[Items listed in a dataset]
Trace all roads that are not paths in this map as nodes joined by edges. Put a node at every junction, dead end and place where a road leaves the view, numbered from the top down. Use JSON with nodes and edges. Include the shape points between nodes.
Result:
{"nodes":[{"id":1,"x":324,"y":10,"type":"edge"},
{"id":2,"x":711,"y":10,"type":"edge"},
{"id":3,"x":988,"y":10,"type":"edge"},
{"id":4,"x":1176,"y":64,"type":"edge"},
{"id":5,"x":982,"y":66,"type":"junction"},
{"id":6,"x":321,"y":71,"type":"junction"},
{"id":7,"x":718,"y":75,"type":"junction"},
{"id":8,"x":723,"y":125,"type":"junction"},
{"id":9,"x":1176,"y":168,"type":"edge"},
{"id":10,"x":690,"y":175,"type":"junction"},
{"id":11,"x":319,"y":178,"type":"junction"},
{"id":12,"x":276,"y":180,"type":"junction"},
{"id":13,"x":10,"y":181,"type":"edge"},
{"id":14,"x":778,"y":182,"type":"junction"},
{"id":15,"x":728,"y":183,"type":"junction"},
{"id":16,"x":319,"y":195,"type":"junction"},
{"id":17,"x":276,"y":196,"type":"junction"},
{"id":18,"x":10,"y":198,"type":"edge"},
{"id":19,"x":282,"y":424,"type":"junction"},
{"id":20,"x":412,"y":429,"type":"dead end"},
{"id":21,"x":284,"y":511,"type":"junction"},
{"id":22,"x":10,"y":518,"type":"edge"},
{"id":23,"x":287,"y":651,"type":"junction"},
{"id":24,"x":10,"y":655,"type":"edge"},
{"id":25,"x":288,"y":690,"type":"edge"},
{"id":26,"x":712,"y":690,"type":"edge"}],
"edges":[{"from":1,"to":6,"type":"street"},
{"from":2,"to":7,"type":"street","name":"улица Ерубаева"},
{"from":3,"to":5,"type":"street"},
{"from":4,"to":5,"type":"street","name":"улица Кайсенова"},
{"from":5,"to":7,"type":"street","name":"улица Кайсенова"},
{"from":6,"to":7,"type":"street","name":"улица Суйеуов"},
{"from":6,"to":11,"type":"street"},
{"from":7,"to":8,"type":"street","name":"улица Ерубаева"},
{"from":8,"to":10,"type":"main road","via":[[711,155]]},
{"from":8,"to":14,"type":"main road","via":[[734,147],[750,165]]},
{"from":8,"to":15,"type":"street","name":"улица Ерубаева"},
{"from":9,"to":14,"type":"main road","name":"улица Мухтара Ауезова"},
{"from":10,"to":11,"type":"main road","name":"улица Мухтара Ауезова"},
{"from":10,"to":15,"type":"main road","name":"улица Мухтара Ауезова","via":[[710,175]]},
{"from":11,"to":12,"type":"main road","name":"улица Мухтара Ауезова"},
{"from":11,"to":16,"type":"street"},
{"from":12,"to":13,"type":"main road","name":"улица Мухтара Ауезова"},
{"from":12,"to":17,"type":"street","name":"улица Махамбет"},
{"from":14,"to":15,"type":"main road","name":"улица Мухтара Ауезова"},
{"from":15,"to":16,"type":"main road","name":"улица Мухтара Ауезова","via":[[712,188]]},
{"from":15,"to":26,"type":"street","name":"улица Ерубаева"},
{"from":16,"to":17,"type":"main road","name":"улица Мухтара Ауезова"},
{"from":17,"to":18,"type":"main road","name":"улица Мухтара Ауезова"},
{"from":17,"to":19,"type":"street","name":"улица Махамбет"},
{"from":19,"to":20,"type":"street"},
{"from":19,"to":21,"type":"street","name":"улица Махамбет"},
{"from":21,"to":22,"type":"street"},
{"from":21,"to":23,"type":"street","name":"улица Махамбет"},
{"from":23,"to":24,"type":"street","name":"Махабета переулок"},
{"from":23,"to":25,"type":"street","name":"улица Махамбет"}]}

* _The problem_
Return the full data, every line of it, with nothing altered.

* _Solution to the exercise_
Trace all roads that are not paths in this map as nodes joined by edges. Put a node at every junction, dead end and place where a road leaves the view, numbered from the top down. Use JSON with nodes and edges. Include the shape points between nodes.
Result:
{"nodes":[{"id":1,"x":324,"y":10,"type":"edge"},
{"id":2,"x":711,"y":10,"type":"edge"},
{"id":3,"x":988,"y":10,"type":"edge"},
{"id":4,"x":1176,"y":64,"type":"edge"},
{"id":5,"x":982,"y":66,"type":"junction"},
{"id":6,"x":321,"y":71,"type":"junction"},
{"id":7,"x":718,"y":75,"type":"junction"},
{"id":8,"x":723,"y":125,"type":"junction"},
{"id":9,"x":1176,"y":168,"type":"edge"},
{"id":10,"x":690,"y":175,"type":"junction"},
{"id":11,"x":319,"y":178,"type":"junction"},
{"id":12,"x":276,"y":180,"type":"junction"},
{"id":13,"x":10,"y":181,"type":"edge"},
{"id":14,"x":778,"y":182,"type":"junction"},
{"id":15,"x":728,"y":183,"type":"junction"},
{"id":16,"x":319,"y":195,"type":"junction"},
{"id":17,"x":276,"y":196,"type":"junction"},
{"id":18,"x":10,"y":198,"type":"edge"},
{"id":19,"x":282,"y":424,"type":"junction"},
{"id":20,"x":412,"y":429,"type":"dead end"},
{"id":21,"x":284,"y":511,"type":"junction"},
{"id":22,"x":10,"y":518,"type":"edge"},
{"id":23,"x":287,"y":651,"type":"junction"},
{"id":24,"x":10,"y":655,"type":"edge"},
{"id":25,"x":288,"y":690,"type":"edge"},
{"id":26,"x":712,"y":690,"type":"edge"}],
"edges":[{"from":1,"to":6,"type":"street"},
{"from":2,"to":7,"type":"street","name":"улица Ерубаева"},
{"from":3,"to":5,"type":"street"},
{"from":4,"to":5,"type":"street","name":"улица Кайсенова"},
{"from":5,"to":7,"type":"street","name":"улица Кайсенова"},
{"from":6,"to":7,"type":"street","name":"улица Суйеуов"},
{"from":6,"to":11,"type":"street"},
{"from":7,"to":8,"type":"street","name":"улица Ерубаева"},
{"from":8,"to":10,"type":"main road","via":[[711,155]]},
{"from":8,"to":14,"type":"main road","via":[[734,147],[750,165]]},
{"from":8,"to":15,"type":"street","name":"улица Ерубаева"},
{"from":9,"to":14,"type":"main road","name":"улица Мухтара Ауезова"},
{"from":10,"to":11,"type":"main road","name":"улица Мухтара Ауезова"},
{"from":10,"to":15,"type":"main road","name":"улица Мухтара Ауезова","via":[[710,175]]},
{"from":11,"to":12,"type":"main road","name":"улица Мухтара Ауезова"},
{"from":11,"to":16,"type":"street"},
{"from":12,"to":13,"type":"main road","name":"улица Мухтара Ауезова"},
{"from":12,"to":17,"type":"street","name":"улица Махамбет"},
{"from":14,"to":15,"type":"main road","name":"улица Мухтара Ауезова"},
{"from":15,"to":16,"type":"main road","name":"улица Мухтара Ауезова","via":[[712,188]]},
{"from":15,"to":26,"type":"street","name":"улица Ерубаева"},
{"from":16,"to":17,"type":"main road","name":"улица Мухтара Ауезова"},
{"from":17,"to":18,"type":"main road","name":"улица Мухтара Ауезова"},
{"from":17,"to":19,"type":"street","name":"улица Махамбет"},
{"from":19,"to":20,"type":"street"},
{"from":19,"to":21,"type":"street","name":"улица Махамбет"},
{"from":21,"to":22,"type":"street"},
{"from":21,"to":23,"type":"street","name":"улица Махамбет"},
{"from":23,"to":24,"type":"street","name":"Махабета переулок"},
{"from":23,"to":25,"type":"street","name":"улица Махамбет"}]}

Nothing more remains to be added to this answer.